One answer is tucked away inside this morning’s Indian Express in a story about BJP’s PR strategy.
It’s hard to miss the white lotus on the famed chhappan inch ki chaati as BJP prime ministerial candidate Narendra Modi addresses one rally after the other. The flower, strikingly different from the BJP’s official saffron-and-green lotus, made its debut on the lapel of Modi’s trademark half-sleeve kurtas on April 7, the day polling began for the 2014 general elections. “The white lotus is a replica of the lotus that appears on EVMs (electronic voting machines).
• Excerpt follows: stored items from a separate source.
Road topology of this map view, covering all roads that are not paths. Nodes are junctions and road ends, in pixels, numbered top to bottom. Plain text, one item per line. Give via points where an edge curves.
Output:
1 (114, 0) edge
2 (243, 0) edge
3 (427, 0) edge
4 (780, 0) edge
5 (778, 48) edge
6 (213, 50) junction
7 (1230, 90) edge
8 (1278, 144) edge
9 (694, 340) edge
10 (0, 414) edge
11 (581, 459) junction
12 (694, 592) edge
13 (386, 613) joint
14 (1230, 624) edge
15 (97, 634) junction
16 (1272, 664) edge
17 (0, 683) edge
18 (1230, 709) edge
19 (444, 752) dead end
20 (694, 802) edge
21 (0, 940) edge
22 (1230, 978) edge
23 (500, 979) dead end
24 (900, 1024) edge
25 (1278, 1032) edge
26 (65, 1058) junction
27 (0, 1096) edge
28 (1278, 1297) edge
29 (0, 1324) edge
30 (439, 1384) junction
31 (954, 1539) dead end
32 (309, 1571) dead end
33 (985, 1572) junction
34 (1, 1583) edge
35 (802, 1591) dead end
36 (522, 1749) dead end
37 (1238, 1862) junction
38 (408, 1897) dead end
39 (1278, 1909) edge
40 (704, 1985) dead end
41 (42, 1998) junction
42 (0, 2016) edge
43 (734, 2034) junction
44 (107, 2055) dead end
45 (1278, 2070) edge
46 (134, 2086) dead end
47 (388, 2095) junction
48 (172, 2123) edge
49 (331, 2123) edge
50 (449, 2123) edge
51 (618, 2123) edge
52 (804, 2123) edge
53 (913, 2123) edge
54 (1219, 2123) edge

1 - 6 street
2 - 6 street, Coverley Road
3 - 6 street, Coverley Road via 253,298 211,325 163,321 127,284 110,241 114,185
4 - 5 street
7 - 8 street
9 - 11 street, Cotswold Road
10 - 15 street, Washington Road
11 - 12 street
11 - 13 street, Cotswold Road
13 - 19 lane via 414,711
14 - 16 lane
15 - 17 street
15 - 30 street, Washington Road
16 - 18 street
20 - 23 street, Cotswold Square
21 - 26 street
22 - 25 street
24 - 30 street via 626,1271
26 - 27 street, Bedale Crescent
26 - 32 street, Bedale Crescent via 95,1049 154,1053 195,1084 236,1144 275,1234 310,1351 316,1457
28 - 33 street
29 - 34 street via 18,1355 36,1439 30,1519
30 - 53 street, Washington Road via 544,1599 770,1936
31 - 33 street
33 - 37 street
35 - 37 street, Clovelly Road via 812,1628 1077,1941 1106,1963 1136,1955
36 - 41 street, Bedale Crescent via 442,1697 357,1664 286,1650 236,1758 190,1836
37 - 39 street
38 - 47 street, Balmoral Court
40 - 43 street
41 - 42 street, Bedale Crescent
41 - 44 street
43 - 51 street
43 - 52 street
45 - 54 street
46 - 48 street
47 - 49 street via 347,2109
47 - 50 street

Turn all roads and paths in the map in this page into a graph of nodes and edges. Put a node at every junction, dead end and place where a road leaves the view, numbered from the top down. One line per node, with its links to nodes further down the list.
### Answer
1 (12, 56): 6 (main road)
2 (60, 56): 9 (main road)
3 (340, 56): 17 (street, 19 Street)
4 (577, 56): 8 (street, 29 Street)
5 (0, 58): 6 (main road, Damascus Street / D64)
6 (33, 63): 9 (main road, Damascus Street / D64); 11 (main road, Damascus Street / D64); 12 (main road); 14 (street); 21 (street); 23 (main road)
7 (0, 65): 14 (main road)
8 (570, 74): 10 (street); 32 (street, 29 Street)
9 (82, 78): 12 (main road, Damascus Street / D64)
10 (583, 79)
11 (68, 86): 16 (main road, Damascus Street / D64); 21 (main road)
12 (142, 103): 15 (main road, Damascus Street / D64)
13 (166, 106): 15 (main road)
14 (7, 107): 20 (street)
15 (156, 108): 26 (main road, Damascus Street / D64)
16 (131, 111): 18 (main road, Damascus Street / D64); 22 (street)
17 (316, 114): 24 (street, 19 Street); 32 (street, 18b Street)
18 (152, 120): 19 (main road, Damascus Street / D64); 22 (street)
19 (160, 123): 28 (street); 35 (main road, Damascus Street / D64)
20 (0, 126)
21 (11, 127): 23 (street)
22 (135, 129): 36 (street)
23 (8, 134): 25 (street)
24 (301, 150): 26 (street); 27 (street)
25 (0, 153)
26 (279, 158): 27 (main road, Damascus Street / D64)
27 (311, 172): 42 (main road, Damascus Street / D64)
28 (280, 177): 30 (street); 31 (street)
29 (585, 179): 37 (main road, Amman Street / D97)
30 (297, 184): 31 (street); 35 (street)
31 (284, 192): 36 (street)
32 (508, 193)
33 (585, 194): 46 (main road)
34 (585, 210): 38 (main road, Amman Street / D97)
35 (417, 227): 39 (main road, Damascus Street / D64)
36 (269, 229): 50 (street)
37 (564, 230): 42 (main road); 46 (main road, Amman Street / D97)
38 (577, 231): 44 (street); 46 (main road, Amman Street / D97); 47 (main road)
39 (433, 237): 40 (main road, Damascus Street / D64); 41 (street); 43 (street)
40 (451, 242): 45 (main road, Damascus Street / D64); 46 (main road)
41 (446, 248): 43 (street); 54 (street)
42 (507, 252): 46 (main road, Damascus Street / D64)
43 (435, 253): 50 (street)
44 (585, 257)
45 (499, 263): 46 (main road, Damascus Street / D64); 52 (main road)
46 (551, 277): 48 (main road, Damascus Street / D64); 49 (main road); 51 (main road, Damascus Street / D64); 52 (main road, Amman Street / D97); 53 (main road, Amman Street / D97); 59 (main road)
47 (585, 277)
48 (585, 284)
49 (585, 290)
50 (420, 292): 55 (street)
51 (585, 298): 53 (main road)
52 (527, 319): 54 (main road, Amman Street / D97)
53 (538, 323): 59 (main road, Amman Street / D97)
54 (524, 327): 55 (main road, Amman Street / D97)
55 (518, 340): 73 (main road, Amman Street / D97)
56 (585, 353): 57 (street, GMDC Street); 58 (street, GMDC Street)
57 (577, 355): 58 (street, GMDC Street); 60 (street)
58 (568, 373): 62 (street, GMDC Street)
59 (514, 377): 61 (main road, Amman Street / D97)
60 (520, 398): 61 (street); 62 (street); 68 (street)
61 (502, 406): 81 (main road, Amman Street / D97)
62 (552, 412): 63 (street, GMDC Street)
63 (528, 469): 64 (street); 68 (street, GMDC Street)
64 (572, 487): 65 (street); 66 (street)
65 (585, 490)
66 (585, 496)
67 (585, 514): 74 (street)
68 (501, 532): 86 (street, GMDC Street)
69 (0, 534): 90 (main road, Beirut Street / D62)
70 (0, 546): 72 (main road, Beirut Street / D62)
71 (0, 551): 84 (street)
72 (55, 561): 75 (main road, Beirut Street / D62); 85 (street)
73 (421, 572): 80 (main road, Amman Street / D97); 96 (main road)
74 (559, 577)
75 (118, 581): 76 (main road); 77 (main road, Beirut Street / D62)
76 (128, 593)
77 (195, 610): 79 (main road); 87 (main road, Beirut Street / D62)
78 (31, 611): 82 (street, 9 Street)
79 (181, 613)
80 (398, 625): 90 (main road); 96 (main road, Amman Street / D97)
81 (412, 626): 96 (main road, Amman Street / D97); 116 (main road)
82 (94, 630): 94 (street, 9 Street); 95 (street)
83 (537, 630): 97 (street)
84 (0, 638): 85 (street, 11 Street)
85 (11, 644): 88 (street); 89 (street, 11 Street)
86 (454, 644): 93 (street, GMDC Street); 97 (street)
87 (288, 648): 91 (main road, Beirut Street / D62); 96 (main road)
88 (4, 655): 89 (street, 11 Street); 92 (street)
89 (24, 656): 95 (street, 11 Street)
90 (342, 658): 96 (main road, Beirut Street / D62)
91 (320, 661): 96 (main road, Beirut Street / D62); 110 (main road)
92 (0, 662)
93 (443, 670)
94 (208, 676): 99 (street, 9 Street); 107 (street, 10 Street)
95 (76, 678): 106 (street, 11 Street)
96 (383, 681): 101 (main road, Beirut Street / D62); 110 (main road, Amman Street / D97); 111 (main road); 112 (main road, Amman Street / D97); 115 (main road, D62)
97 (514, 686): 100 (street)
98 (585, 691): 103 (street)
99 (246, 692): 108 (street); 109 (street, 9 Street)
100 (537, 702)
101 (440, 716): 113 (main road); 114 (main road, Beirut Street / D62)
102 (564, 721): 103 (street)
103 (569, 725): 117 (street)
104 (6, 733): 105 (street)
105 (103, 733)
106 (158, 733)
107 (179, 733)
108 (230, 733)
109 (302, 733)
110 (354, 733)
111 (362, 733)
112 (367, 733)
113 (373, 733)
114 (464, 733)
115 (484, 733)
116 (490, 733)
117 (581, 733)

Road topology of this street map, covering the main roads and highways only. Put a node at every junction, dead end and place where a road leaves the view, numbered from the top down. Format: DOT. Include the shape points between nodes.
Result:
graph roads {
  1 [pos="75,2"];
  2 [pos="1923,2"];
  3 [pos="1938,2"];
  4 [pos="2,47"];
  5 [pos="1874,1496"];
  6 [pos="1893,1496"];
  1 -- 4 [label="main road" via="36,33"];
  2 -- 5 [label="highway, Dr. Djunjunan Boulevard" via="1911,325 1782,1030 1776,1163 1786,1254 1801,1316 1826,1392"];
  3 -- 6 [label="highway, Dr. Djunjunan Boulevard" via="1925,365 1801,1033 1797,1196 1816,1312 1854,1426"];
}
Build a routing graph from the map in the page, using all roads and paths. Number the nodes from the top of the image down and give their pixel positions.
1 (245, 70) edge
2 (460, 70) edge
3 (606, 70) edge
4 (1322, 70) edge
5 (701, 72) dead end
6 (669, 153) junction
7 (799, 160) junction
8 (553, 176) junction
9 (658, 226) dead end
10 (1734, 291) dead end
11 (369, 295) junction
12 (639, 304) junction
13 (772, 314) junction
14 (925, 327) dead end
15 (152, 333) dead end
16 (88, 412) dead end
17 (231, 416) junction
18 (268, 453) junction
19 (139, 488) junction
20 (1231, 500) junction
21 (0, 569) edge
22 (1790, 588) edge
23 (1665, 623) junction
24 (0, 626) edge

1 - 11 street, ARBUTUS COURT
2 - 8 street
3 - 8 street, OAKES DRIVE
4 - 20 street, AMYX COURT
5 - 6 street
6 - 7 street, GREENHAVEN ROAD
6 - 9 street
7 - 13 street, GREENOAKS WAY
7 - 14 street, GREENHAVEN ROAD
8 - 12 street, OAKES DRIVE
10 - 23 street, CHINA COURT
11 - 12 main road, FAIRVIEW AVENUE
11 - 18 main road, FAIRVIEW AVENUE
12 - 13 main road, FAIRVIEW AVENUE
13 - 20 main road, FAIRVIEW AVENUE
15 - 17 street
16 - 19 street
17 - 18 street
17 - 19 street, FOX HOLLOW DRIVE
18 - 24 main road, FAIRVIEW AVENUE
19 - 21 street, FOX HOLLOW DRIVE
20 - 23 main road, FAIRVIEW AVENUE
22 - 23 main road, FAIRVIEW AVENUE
It has a strategic purpose,” says a top Modi aide.
That “purpose” is to ensure a constant exposure to the logo and hope that it will “seep into the subconscious of the voters and they will go for it instinctively when they stand in front of an EVM on election day.”
Surely, it’s not a coincidence that April 30th was indeed an election day, a critical one where BJP was looking to win big in Bihar, UP, and most importantly Gujarat – where Modi is looking for a historic win.
As Firstpost editor Sanjay Singh noted during Modi’s Varanasi nomination, his campaign has deliberately orchestrated big PR splashes on each election day, to ensure he gets maximum media coverage as voters head to the polling booth.
But this latest manouevre seems to have gone somewhat awry. What Modi got instead were blaring headlines that paired his name with the dreaded letters FIR – sending exactly the wrong kind of subliminal message. Surely, no one in his campaign or the man himself is happy about that.